━━━ EXERCISE INPUT ━━━

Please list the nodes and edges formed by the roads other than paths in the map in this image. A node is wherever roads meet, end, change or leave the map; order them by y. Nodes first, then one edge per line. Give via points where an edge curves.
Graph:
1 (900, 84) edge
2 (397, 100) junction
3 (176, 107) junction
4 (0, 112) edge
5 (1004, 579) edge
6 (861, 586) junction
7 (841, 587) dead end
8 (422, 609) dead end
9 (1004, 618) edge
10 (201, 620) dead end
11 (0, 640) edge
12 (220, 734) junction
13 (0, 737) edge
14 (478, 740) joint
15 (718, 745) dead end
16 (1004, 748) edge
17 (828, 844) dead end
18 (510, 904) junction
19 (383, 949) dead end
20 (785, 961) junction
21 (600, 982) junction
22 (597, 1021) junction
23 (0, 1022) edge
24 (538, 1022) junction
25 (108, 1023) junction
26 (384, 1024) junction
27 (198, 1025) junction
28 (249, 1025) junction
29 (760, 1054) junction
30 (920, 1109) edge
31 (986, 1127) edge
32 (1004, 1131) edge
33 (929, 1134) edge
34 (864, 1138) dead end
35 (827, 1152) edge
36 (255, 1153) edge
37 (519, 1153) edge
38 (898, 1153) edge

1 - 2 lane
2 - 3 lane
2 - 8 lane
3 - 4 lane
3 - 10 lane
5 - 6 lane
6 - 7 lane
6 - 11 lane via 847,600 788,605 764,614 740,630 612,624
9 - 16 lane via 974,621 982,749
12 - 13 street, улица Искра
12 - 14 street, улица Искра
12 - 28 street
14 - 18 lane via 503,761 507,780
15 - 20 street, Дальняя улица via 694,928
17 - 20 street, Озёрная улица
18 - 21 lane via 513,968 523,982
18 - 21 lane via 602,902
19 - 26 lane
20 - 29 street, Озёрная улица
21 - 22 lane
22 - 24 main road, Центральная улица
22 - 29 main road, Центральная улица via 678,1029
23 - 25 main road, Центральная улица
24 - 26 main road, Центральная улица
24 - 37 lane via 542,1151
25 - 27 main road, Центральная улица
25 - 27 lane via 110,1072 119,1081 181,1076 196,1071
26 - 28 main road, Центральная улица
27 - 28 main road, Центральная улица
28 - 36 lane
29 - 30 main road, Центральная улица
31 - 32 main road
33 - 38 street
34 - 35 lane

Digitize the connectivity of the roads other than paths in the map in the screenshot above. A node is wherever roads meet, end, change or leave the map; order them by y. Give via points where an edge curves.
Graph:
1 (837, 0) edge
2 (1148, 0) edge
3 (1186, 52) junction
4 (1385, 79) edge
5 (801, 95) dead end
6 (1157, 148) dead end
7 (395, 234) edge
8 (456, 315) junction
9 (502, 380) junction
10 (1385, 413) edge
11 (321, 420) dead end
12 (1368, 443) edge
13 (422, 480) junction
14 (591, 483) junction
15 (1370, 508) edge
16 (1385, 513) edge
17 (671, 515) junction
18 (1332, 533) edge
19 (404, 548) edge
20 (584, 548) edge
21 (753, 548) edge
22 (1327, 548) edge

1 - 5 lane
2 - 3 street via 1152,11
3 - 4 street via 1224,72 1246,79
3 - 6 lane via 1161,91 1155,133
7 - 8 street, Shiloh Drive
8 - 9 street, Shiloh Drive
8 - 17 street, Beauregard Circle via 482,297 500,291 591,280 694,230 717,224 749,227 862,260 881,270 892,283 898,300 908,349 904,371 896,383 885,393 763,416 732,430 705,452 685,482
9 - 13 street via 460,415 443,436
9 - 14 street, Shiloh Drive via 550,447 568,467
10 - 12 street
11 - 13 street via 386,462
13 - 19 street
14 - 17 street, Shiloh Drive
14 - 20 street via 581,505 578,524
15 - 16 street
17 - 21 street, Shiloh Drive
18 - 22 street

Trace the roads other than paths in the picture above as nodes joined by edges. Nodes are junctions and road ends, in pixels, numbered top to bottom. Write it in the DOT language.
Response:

━━━

§ **ACTIVITY**: Each of the records is to be written out again exactly.

§ **TASK ANSWER**:
Please list the nodes and edges formed by the roads other than paths in the map in this image. A node is wherever roads meet, end, change or leave the map; order them by y. Nodes first, then one edge per line. Give via points where an edge curves.
Graph:
1 (900, 84) edge
2 (397, 100) junction
3 (176, 107) junction
4 (0, 112) edge
5 (1004, 579) edge
6 (861, 586) junction
7 (841, 587) dead end
8 (422, 609) dead end
9 (1004, 618) edge
10 (201, 620) dead end
11 (0, 640) edge
12 (220, 734) junction
13 (0, 737) edge
14 (478, 740) joint
15 (718, 745) dead end
16 (1004, 748) edge
17 (828, 844) dead end
18 (510, 904) junction
19 (383, 949) dead end
20 (785, 961) junction
21 (600, 982) junction
22 (597, 1021) junction
23 (0, 1022) edge
24 (538, 1022) junction
25 (108, 1023) junction
26 (384, 1024) junction
27 (198, 1025) junction
28 (249, 1025) junction
29 (760, 1054) junction
30 (920, 1109) edge
31 (986, 1127) edge
32 (1004, 1131) edge
33 (929, 1134) edge
34 (864, 1138) dead end
35 (827, 1152) edge
36 (255, 1153) edge
37 (519, 1153) edge
38 (898, 1153) edge

1 - 2 lane
2 - 3 lane
2 - 8 lane
3 - 4 lane
3 - 10 lane
5 - 6 lane
6 - 7 lane
6 - 11 lane via 847,600 788,605 764,614 740,630 612,624
9 - 16 lane via 974,621 982,749
12 - 13 street, улица Искра
12 - 14 street, улица Искра
12 - 28 street
14 - 18 lane via 503,761 507,780
15 - 20 street, Дальняя улица via 694,928
17 - 20 street, Озёрная улица
18 - 21 lane via 513,968 523,982
18 - 21 lane via 602,902
19 - 26 lane
20 - 29 street, Озёрная улица
21 - 22 lane
22 - 24 main road, Центральная улица
22 - 29 main road, Центральная улица via 678,1029
23 - 25 main road, Центральная улица
24 - 26 main road, Центральная улица
24 - 37 lane via 542,1151
25 - 27 main road, Центральная улица
25 - 27 lane via 110,1072 119,1081 181,1076 196,1071
26 - 28 main road, Центральная улица
27 - 28 main road, Центральная улица
28 - 36 lane
29 - 30 main road, Центральная улица
31 - 32 main road
33 - 38 street
34 - 35 lane

Digitize the connectivity of the roads other than paths in the map in the screenshot above. A node is wherever roads meet, end, change or leave the map; order them by y. Give via points where an edge curves.
Graph:
1 (837, 0) edge
2 (1148, 0) edge
3 (1186, 52) junction
4 (1385, 79) edge
5 (801, 95) dead end
6 (1157, 148) dead end
7 (395, 234) edge
8 (456, 315) junction
9 (502, 380) junction
10 (1385, 413) edge
11 (321, 420) dead end
12 (1368, 443) edge
13 (422, 480) junction
14 (591, 483) junction
15 (1370, 508) edge
16 (1385, 513) edge
17 (671, 515) junction
18 (1332, 533) edge
19 (404, 548) edge
20 (584, 548) edge
21 (753, 548) edge
22 (1327, 548) edge

1 - 5 lane
2 - 3 street via 1152,11
3 - 4 street via 1224,72 1246,79
3 - 6 lane via 1161,91 1155,133
7 - 8 street, Shiloh Drive
8 - 9 street, Shiloh Drive
8 - 17 street, Beauregard Circle via 482,297 500,291 591,280 694,230 717,224 749,227 862,260 881,270 892,283 898,300 908,349 904,371 896,383 885,393 763,416 732,430 705,452 685,482
9 - 13 street via 460,415 443,436
9 - 14 street, Shiloh Drive via 550,447 568,467
10 - 12 street
11 - 13 street via 386,462
13 - 19 street
14 - 17 street, Shiloh Drive
14 - 20 street via 581,505 578,524
15 - 16 street
17 - 21 street, Shiloh Drive
18 - 22 street

Trace the roads other than paths in the picture above as nodes joined by edges. Nodes are junctions and road ends, in pixels, numbered top to bottom. Write it in the DOT language.
Response:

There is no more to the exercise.